Light of the Incarnation (Lux Incarnationis)
Frame: 82 1/4 x 122 x 3 1/2 in. (208.9 x 309.9 x 8.9 cm)
Carl Gutherz, a Swiss-born American artist, was among the small group of Tennessee artists who took up residence in Paris in the last quarter of the 19th century. Leaving Memphis in 1870, he received his initial training at the École des Beaux Arts in Paris. Upon his return to the United States, he became an art instructor in St. Louis from 1875 to 1884, helping to establish the St. Louis School and Museum of Fine Arts. During his second tenure in Paris, from 1884 to 1896, he attended the Académie Julian under French masters Jules Lefebvre and Gustave Boulanger. His work took on a new direction and inspiration as he combined his Christian beliefs with Symbolist imagery and ideology, producing some of his finest large-scale salon paintings. Returning to the United States in 1896 to work on a set of murals for the Library of Congress, Gutherz and his family settled in Washington, D.C., where he remained until his death in 1907.
Light of the Incarnation, which received a bronze medal in the1889 Paris Exposition Universelle, was Gutherz’s most successful and widely exhibited painting.
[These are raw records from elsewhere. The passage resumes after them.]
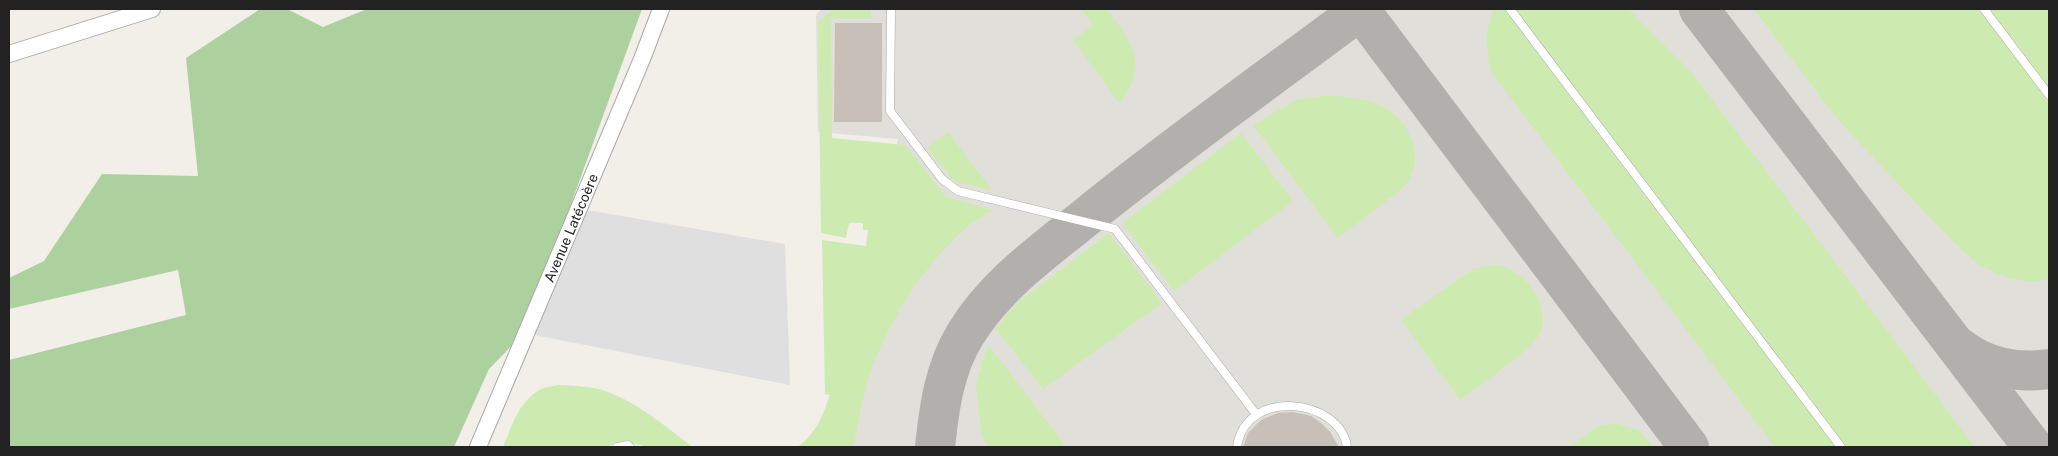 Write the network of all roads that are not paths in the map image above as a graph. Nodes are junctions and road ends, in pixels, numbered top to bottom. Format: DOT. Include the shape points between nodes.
graph roads {
  1 [pos="152,9"];
  2 [pos="661,9"];
  3 [pos="891,9"];
  4 [pos="1510,9"];
  5 [pos="1984,9"];
  6 [pos="9,54"];
  7 [pos="2049,95"];
  8 [pos="1256,414"];
  9 [pos="478,447"];
  10 [pos="617,447"];
  11 [pos="630,447"];
  12 [pos="1237,447"];
  13 [pos="1348,447"];
  14 [pos="1841,447"];
  1 -- 6 [label="street"];
  2 -- 9 [label="street, Avenue Latécoère"];
  3 -- 8 [label="lane" via="890,110 942,179 958,191 1115,229"];
  4 -- 14 [label="lane"];
  5 -- 7 [label="lane"];
  8 -- 12 [label="lane" via="1243,431"];
  8 -- 13 [label="lane" via="1282,405 1295,405 1315,412 1338,427"];
  10 -- 11 [label="lane"];
} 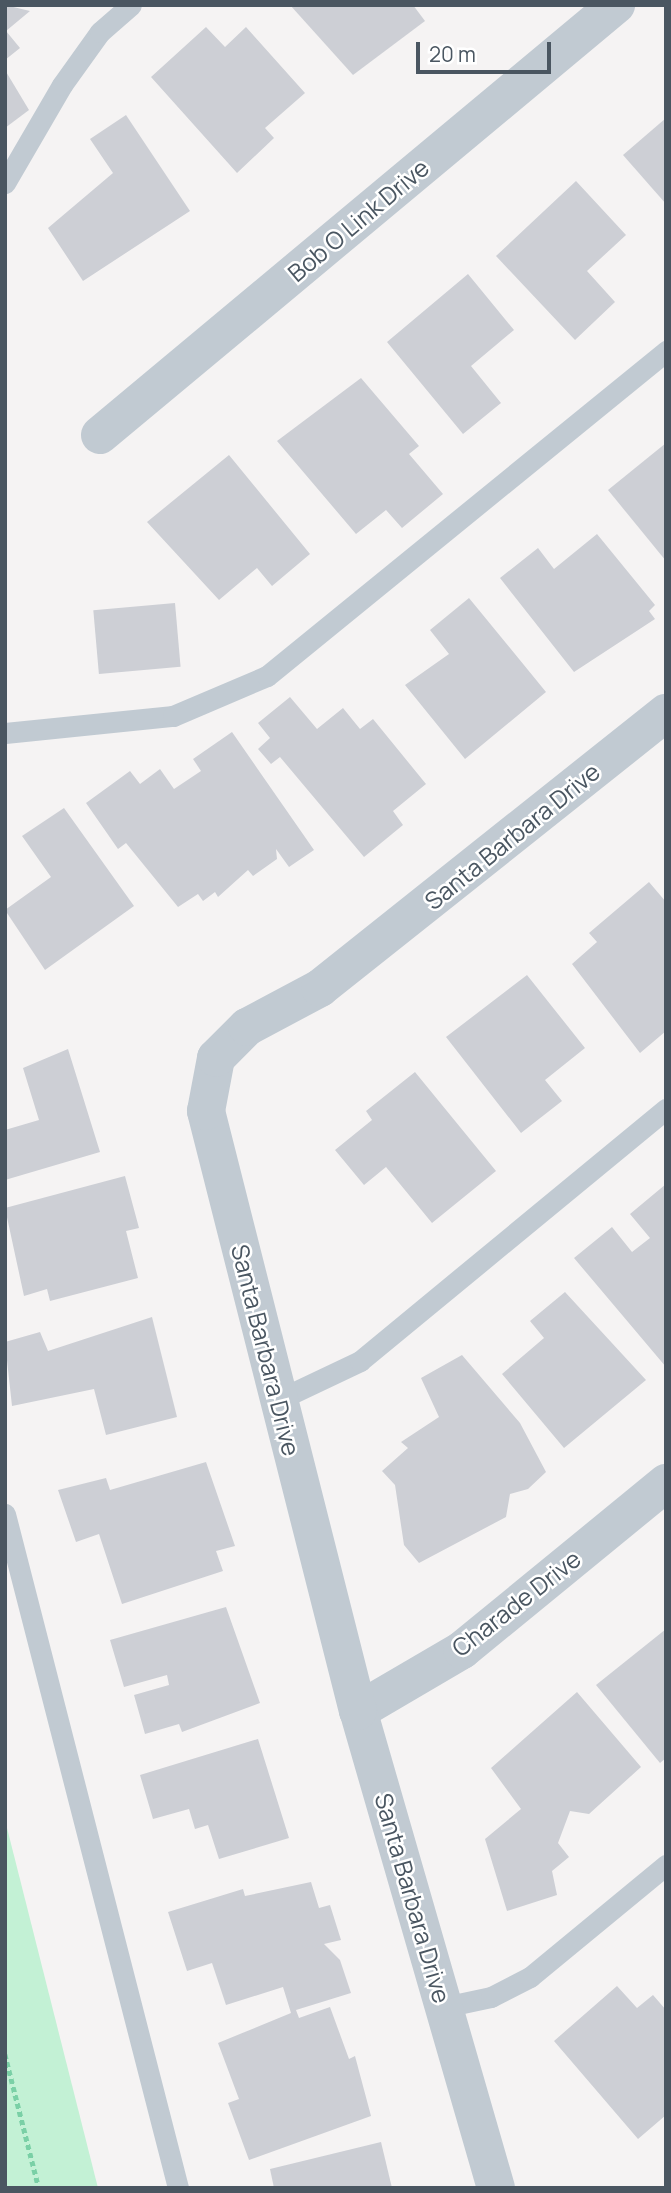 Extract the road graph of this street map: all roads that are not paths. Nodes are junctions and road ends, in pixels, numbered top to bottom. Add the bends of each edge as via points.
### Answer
1 (131, 5) edge
2 (616, 5) edge
3 (5, 183) edge
4 (666, 351) edge
5 (100, 435) dead end
6 (666, 713) edge
7 (5, 733) edge
8 (666, 1109) edge
9 (278, 1400) junction
10 (666, 1483) edge
11 (5, 1514) edge
12 (358, 1711) junction
13 (666, 1865) edge
14 (444, 2007) junction
15 (178, 2188) edge
16 (496, 2188) edge

1 - 3 lane via 100,32 62,85
2 - 5 street, Bob O Link Drive
4 - 7 lane via 267,676 220,701 173,716
6 - 9 street, Santa Barbara Drive via 320,988 247,1027 216,1058 206,1111
8 - 9 lane via 360,1361
9 - 12 street, Santa Barbara Drive
10 - 12 street, Charade Drive via 462,1650
11 - 15 lane
12 - 14 street, Santa Barbara Drive
13 - 14 lane via 530,1977 491,1997
14 - 16 street, Santa Barbara Drive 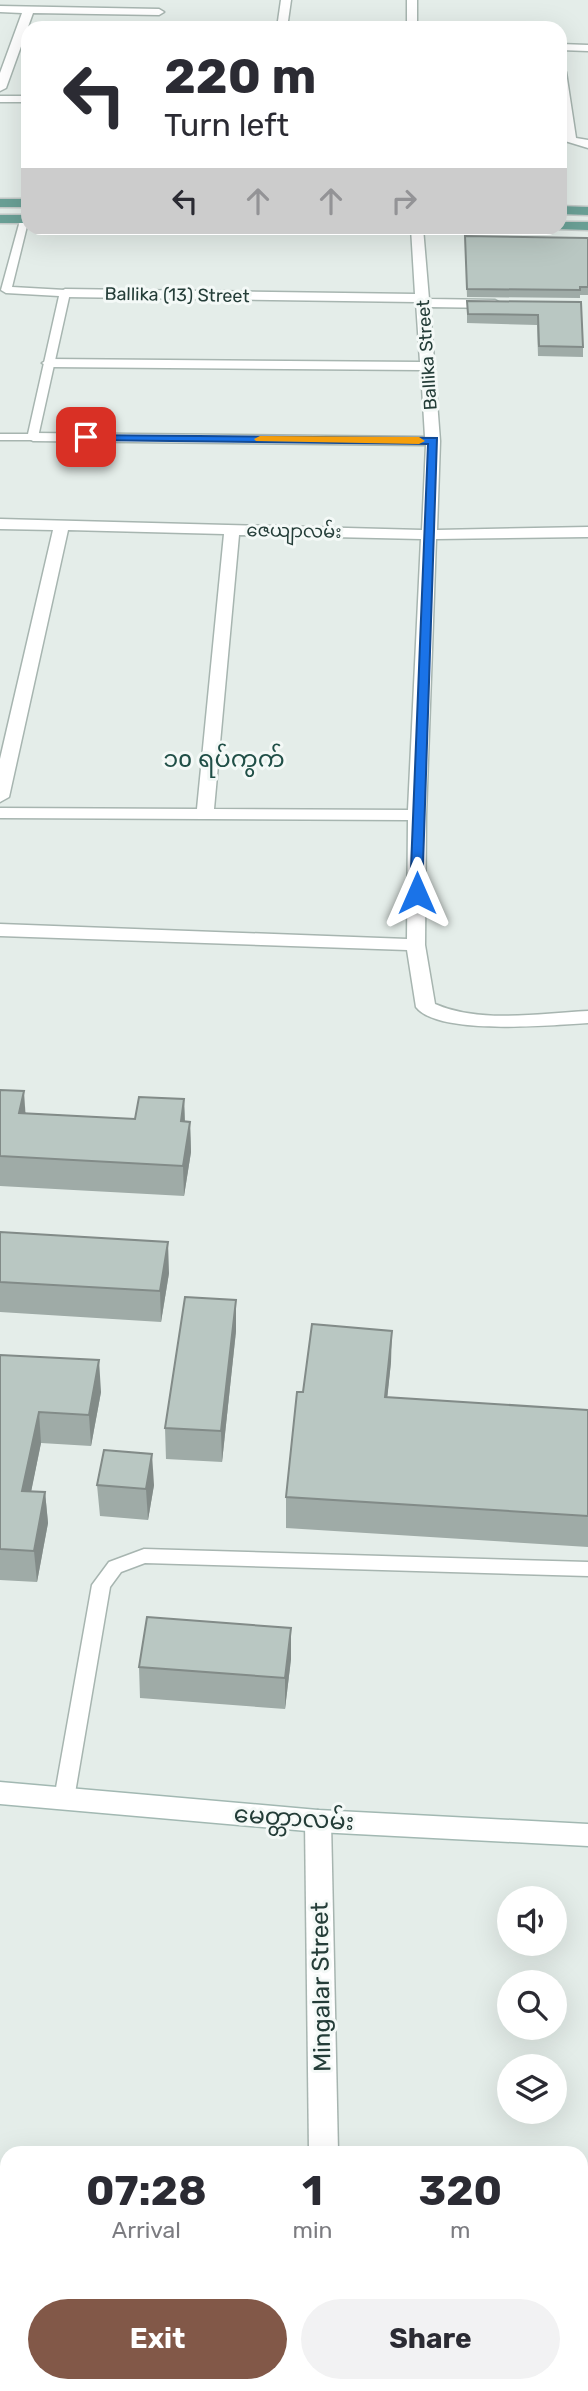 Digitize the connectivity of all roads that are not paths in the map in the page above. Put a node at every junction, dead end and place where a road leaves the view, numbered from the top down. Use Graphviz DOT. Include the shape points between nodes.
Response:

It is one of a number of canvases where he explored the link between the spiritual world and earthly existence, between the real and the ideal. It reflects the 19th-century Symbolist aesthetic that put an emphasis upon imagination, intuition, and the senses, and also explored the realms of divinity and the supernatural.
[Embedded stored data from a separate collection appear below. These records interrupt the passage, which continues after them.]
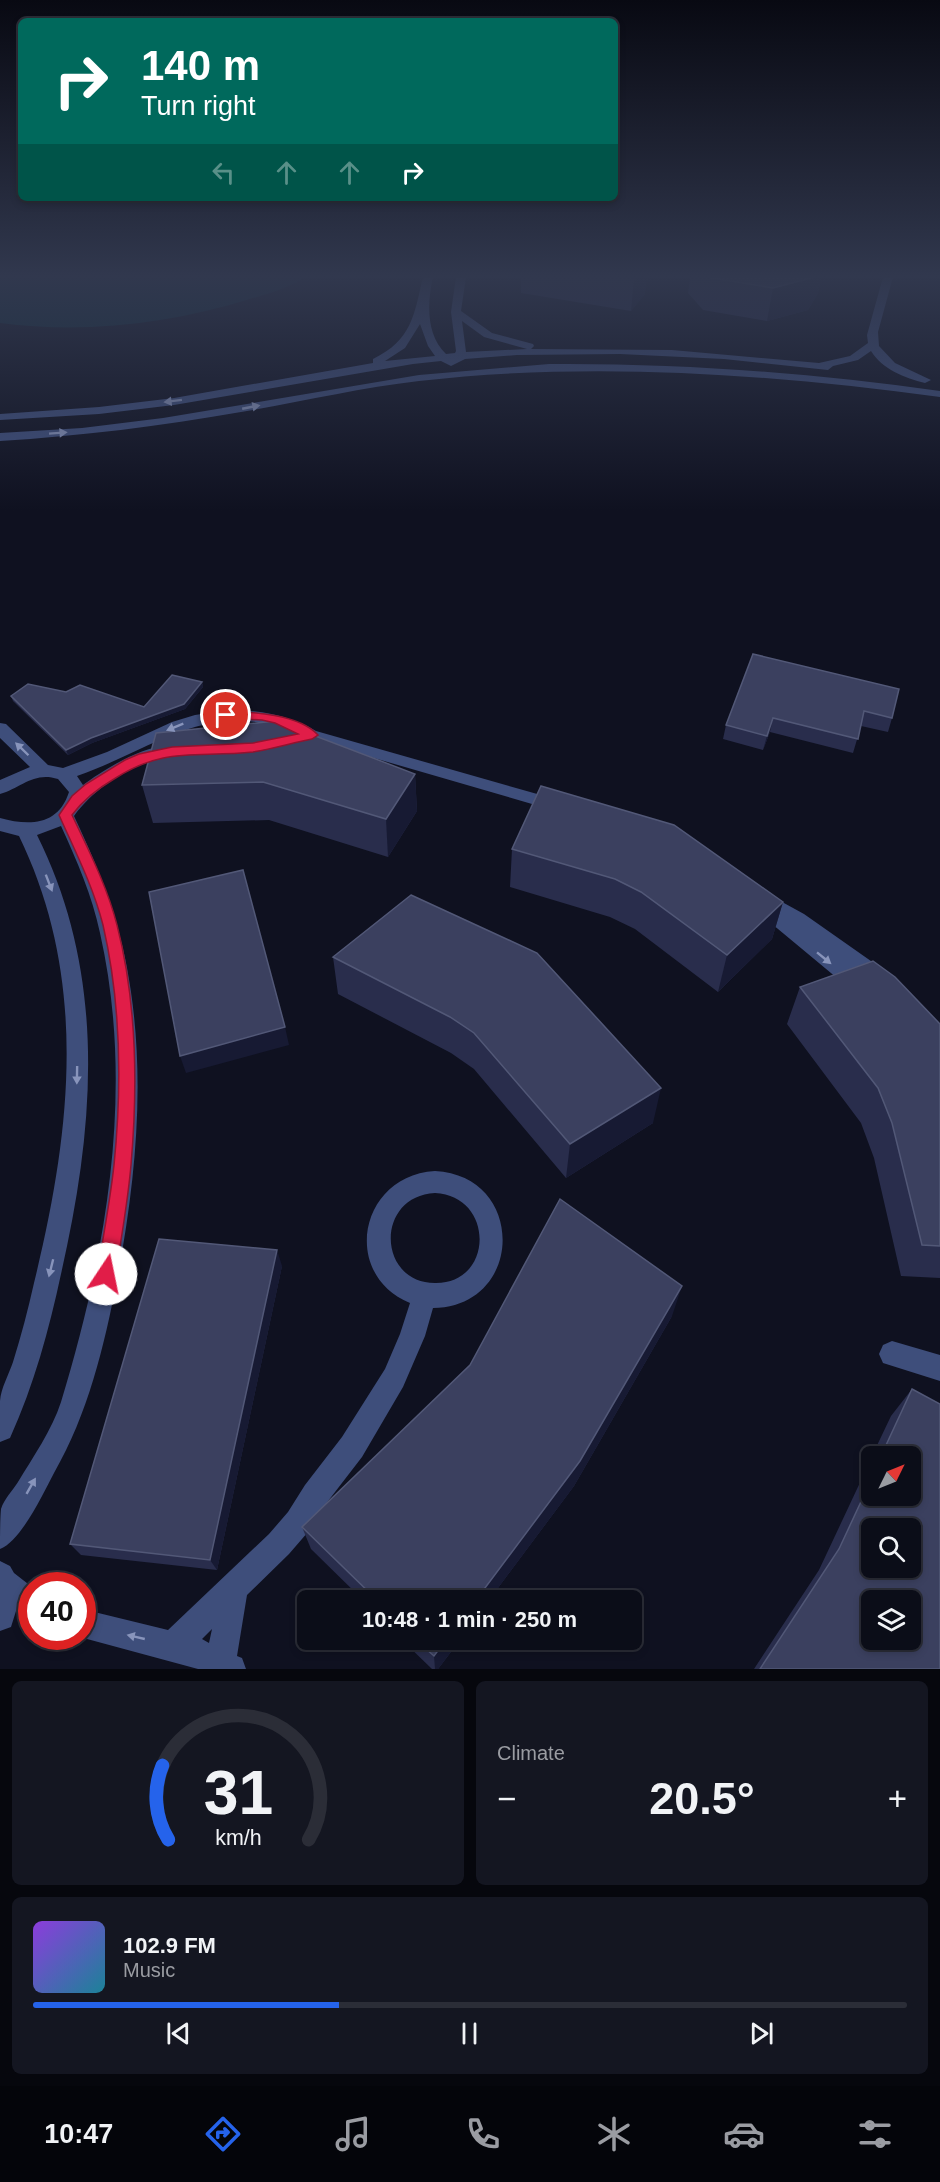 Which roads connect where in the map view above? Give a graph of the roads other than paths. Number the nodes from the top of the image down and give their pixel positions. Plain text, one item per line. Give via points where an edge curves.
1 (388, 355) edge
2 (445, 355) edge
3 (451, 355) edge
4 (503, 355) edge
5 (722, 355) edge
6 (858, 355) edge
7 (879, 355) edge
8 (450, 359) junction
9 (819, 366) junction
10 (357, 369) junction
11 (501, 370) junction
12 (925, 380) junction
13 (940, 382) edge
14 (369, 384) junction
15 (940, 394) edge
16 (0, 417) edge
17 (0, 437) edge
18 (210, 717) junction
19 (0, 728) edge
20 (255, 733) edge
21 (312, 735) junction
22 (220, 737) edge
23 (283, 742) edge
24 (190, 748) edge
25 (44, 771) junction
26 (64, 774) junction
27 (0, 786) edge
28 (71, 807) junction
29 (577, 810) edge
30 (0, 824) edge
31 (25, 830) junction
32 (885, 993) joint
33 (424, 1294) junction
34 (892, 1354) dead end
35 (940, 1368) edge
36 (0, 1428) edge
37 (0, 1535) edge
38 (1, 1580) edge
39 (234, 1587) junction
40 (18, 1594) edge
41 (0, 1616) edge
42 (96, 1627) edge
43 (173, 1646) junction
44 (224, 1667) edge

1 - 10 street
2 - 8 street
3 - 8 street
4 - 8 street
5 - 9 street
6 - 9 street
7 - 12 street via 892,366
8 - 10 street
8 - 11 street via 471,368
8 - 14 street
9 - 12 street
10 -> 16 street via 196,398
11 - 14 street
11 - 15 street via 692,367
12 - 13 street
17 -> 14 street via 170,421
18 - 21 street via 262,716
18 - 22 street
18 -> 26 street via 179,725 107,759
25 -> 19 street
20 - 21 street
21 - 23 street
21 - 29 street
24 - 28 street via 157,753 129,763 104,778
25 - 26 street
25 - 27 street via 21,775
26 - 28 street via 76,785
28 - 31 street via 47,825
37 -> 28 street via 31,1487 71,1411 111,1255 121,1186 127,1067 119,967 110,924
30 - 31 street
31 -> 36 street via 55,898 64,937 77,1026 78,1077 67,1193 53,1259 35,1331
32 -> 32 street via 797,919 749,891 808,945
33 - 33 street via 444,1295 462,1289 488,1263 493,1246 493,1228 487,1212 476,1198 445,1183 410,1189 395,1199 378,1228 377,1246 392,1278 407,1289
33 - 39 street via 394,1378 368,1424 298,1521
34 - 35 street
38 - 40 street
38 - 41 street
39 - 43 street
39 - 44 street
43 -> 42 street
43 - 44 street via 198,1653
Here, the birth of Christ is seen from the perspective of the angels above, as the “heavenly Host unites in rejoicing” and “light glows back from earth to heaven.”1 From the lofty clouds, an angel with outstretched arms beckons us to witness this miraculous event. Gutherz chose opalescent colors to paint this immense ethereal scene, using flowers, birds, and butterflies as symbols of purity and rebirth. The elegantly posed and draped figures owe much to his admiration for Raphael, while the halos in gilt relief, which lend a decorative element to the surface, recall the work of Renaissance artists such as Fra Angelico.
1. Carl Gutherz, Green Journal (unpublished notebook), Collection of Memphis Brooks Museum of Art, p. 122.